De cualquier modo, no sé de qué se quejan nuestros políticos, nuestros intelectuales y nuestros editores. Porque en España se lee, y mucho. Vaya si se lee. Sólo hay que echar un vistazo a las listas de los libros más vendidos en nuestro país: no salen por menos de un kilo de papel y letras cada uno. De calidad mejor no hablar, pero de cantidad, lo que se quiera. Algunos de estos títulos, incluso, se leen con suma aplicación; conozco el caso de un afanado lector de la Historia del rey transparente que, además de dedicarle varios meses al grueso volumen, subrayaba párrafos y hacía cuidadosas anotaciones con lápiz en los márgenes, como si de un valioso códice medieval se tratara; a los tres cuartos de hora se quedaba dormido en el sofá. Con aquel épico lector, seguramente transversal, aprendí que en España leer es sufrir, que es tradición muy arraigada en nuestros lares: los libros más vendidos y más gordos son como los pesados pasos de la Semana Santa, cuya sola contemplación causa admiración y angustia a un tiempo.

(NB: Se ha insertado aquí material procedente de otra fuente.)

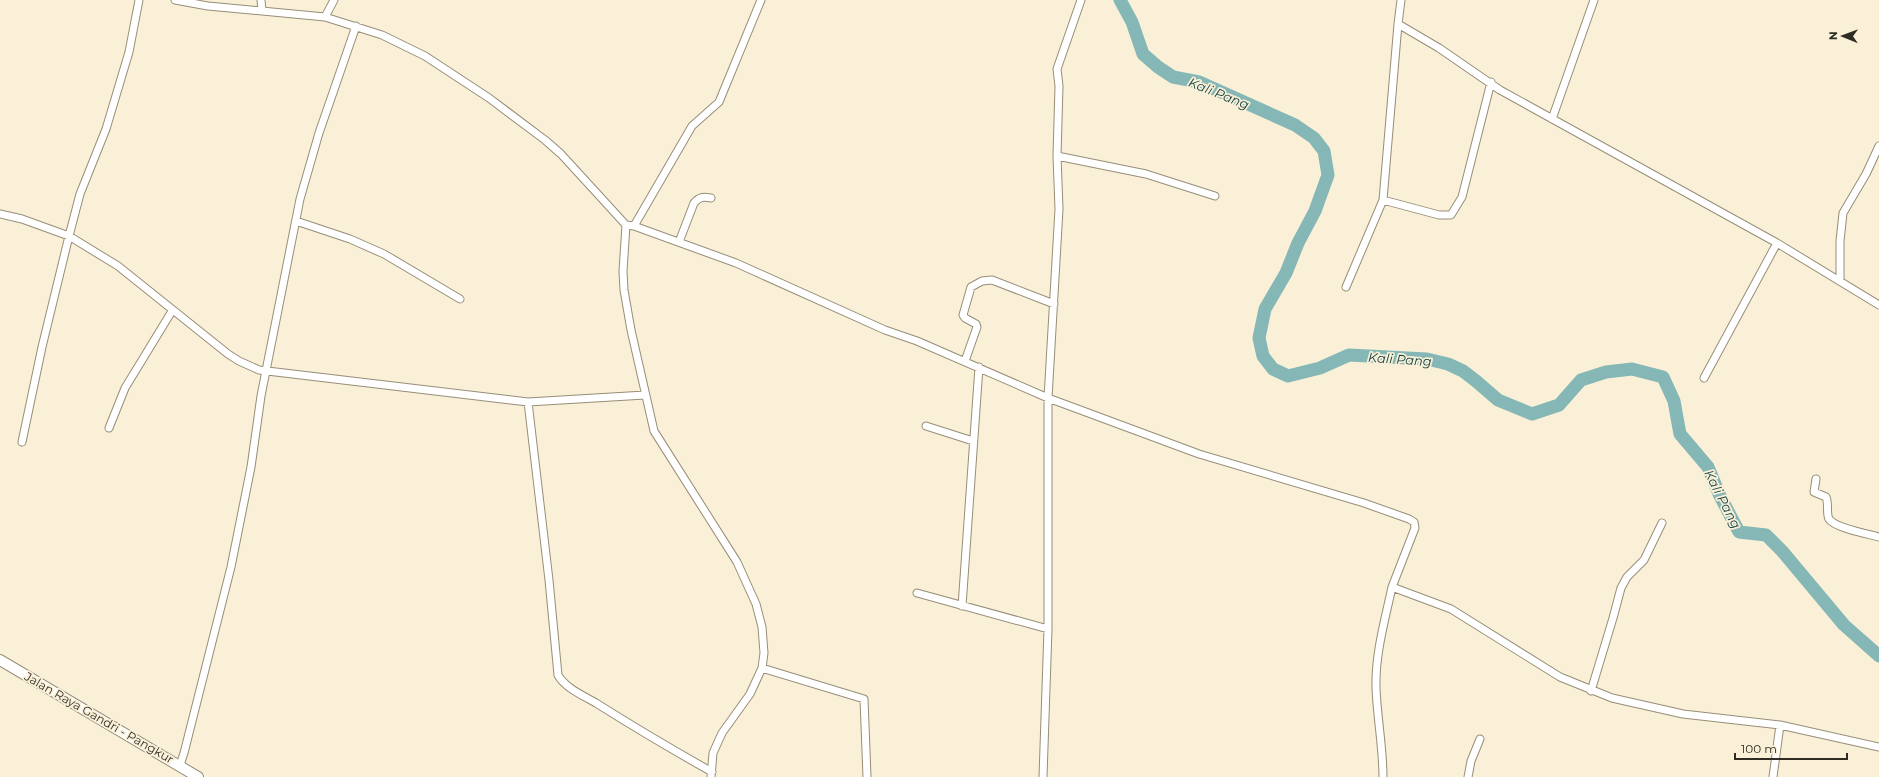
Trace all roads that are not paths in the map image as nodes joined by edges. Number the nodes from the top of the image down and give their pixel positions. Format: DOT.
graph roads {
  1 [pos="139,0"];
  2 [pos="175,0"];
  3 [pos="261,0"];
  4 [pos="334,0"];
  5 [pos="761,0"];
  6 [pos="1081,0"];
  7 [pos="1401,0"];
  8 [pos="1594,0"];
  9 [pos="262,11"];
  10 [pos="325,17"];
  11 [pos="1398,24"];
  12 [pos="356,26"];
  13 [pos="1491,82"];
  14 [pos="1552,119"];
  15 [pos="1879,146"];
  16 [pos="1057,156"];
  17 [pos="1215,196"];
  18 [pos="711,198"];
  19 [pos="1383,200"];
  20 [pos="0,214"];
  21 [pos="296,221"];
  22 [pos="630,226"];
  23 [pos="69,236"];
  24 [pos="679,242"];
  25 [pos="1777,243"];
  26 [pos="1840,281"];
  27 [pos="1346,286"];
  28 [pos="460,299"];
  29 [pos="1054,304"];
  30 [pos="1879,305"];
  31 [pos="172,311"];
  32 [pos="965,361"];
  33 [pos="979,367"];
  34 [pos="266,372"];
  35 [pos="1704,378"];
  36 [pos="645,395"];
  37 [pos="1048,398"];
  38 [pos="532,401"];
  39 [pos="926,426"];
  40 [pos="109,428"];
  41 [pos="973,441"];
  42 [pos="22,442"];
  43 [pos="1816,479"];
  44 [pos="1662,523"];
  45 [pos="1879,537"];
  46 [pos="1392,587"];
  47 [pos="917,593"];
  48 [pos="962,606"];
  49 [pos="1048,629"];
  50 [pos="0,660"];
  51 [pos="762,668"];
  52 [pos="1591,691"];
  53 [pos="1780,725"];
  54 [pos="1480,739"];
  55 [pos="1879,747"];
  56 [pos="180,766"];
  57 [pos="711,775"];
  58 [pos="198,777"];
  59 [pos="867,777"];
  60 [pos="1043,777"];
  61 [pos="1384,777"];
  62 [pos="1468,777"];
  63 [pos="1773,777"];
  1 -- 23 [label="street"];
  2 -- 9 [label="street"];
  3 -- 9 [label="street"];
  4 -- 10 [label="street"];
  5 -- 22 [label="street"];
  6 -- 16 [label="street"];
  7 -- 11 [label="street"];
  8 -- 14 [label="street"];
  9 -- 10 [label="street"];
  10 -- 12 [label="street"];
  11 -- 13 [label="street"];
  11 -- 19 [label="street"];
  12 -- 21 [label="street"];
  12 -- 22 [label="street"];
  13 -- 14 [label="street"];
  13 -- 19 [label="street"];
  14 -- 25 [label="street"];
  15 -- 26 [label="street"];
  16 -- 17 [label="street"];
  16 -- 29 [label="street"];
  18 -- 24 [label="street"];
  19 -- 27 [label="street"];
  20 -- 23 [label="street"];
  21 -- 28 [label="street"];
  21 -- 34 [label="street"];
  22 -- 24 [label="street"];
  22 -- 36 [label="street"];
  23 -- 31 [label="street"];
  23 -- 42 [label="street"];
  24 -- 32 [label="street"];
  25 -- 26 [label="street"];
  25 -- 35 [label="street"];
  26 -- 30 [label="street"];
  29 -- 32 [label="street"];
  29 -- 37 [label="street"];
  31 -- 34 [label="street"];
  31 -- 40 [label="street"];
  32 -- 33 [label="street"];
  33 -- 37 [label="street"];
  33 -- 41 [label="street"];
  34 -- 38 [label="street"];
  34 -- 56 [label="street"];
  36 -- 38 [label="street"];
  36 -- 51 [label="street"];
  37 -- 46 [label="street"];
  37 -- 49 [label="street"];
  38 -- 57 [label="street"];
  39 -- 41 [label="street"];
  41 -- 48 [label="street"];
  43 -- 45 [label="street"];
  44 -- 52 [label="street"];
  46 -- 52 [label="street"];
  46 -- 61 [label="street"];
  47 -- 48 [label="street"];
  48 -- 49 [label="street"];
  49 -- 60 [label="street"];
  50 -- 56 [label="street, Jalan Raya Gandri - Pangkur"];
  51 -- 57 [label="street"];
  51 -- 59 [label="street"];
  52 -- 53 [label="street"];
  53 -- 55 [label="street"];
  53 -- 63 [label="street"];
  54 -- 62 [label="street"];
  56 -- 58 [label="street, Jalan Raya Gandri - Pangkur"];
}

Está claro, pues, que no cabe albergar dudas acerca del ímprobo esfuerzo que los españoles dedican a desembarazarse de las páginas de los libros que más compran: además de la historia del rey de marras, las múltiples entregas de Harry Potter, Los pilares de la tierra, La Hermandad de la Sábana Santa, El último catón, la cuadrilogía de mi amigo Dan Marrón e incluso el Quijote –que también ha ascendido a la lista de los más deseados y adquiridos, quién sabe si leídos, después de convertirse en marca registrada– bastarían por sí mismos para agotar el potencial de celulosa de la Amazonía al completo y enriquecer a psicólogos, oftalmólogos y fabricantes de lentes progresivas. Algo que probablemente está ocurriendo ya. ¿Quién da más?
Ahora bien, si de lo que se está hablando es del ampuloso propósito de lograr “una Europa más libre y cívica”, tal vez debiéramos empezar por otros planteamientos. Aun respetando el natural derecho de todo lector a comprar lo que mayormente le apetece, quizá sería cuestión de devolver a la literatura a su debido lugar; de que los editores se planteen si su prioridad es publicar o vender; de que el sistema educativo enfatice con honradez e inteligencia los contenidos literarios; de que el sistema político-económico admita que la formación humanística es necesaria antes que inútil; de que se recupere el aprecio por la cultura y la civilización; de que se entienda el espíritu crítico como una virtud y no como un elemento socialmente conflictivo. Ninguna de estas cuestiones es “transversal”, sino central, onfálica. Al margen de la huera palabrería desplegada en encuentros, conferencias, foros, ¿quién está dispuesto verdaderamente a asumir los riesgos de una ciudadanía crítica y formada? Mejor será que nos dejen tranquilos, no lo vayan a poner peor.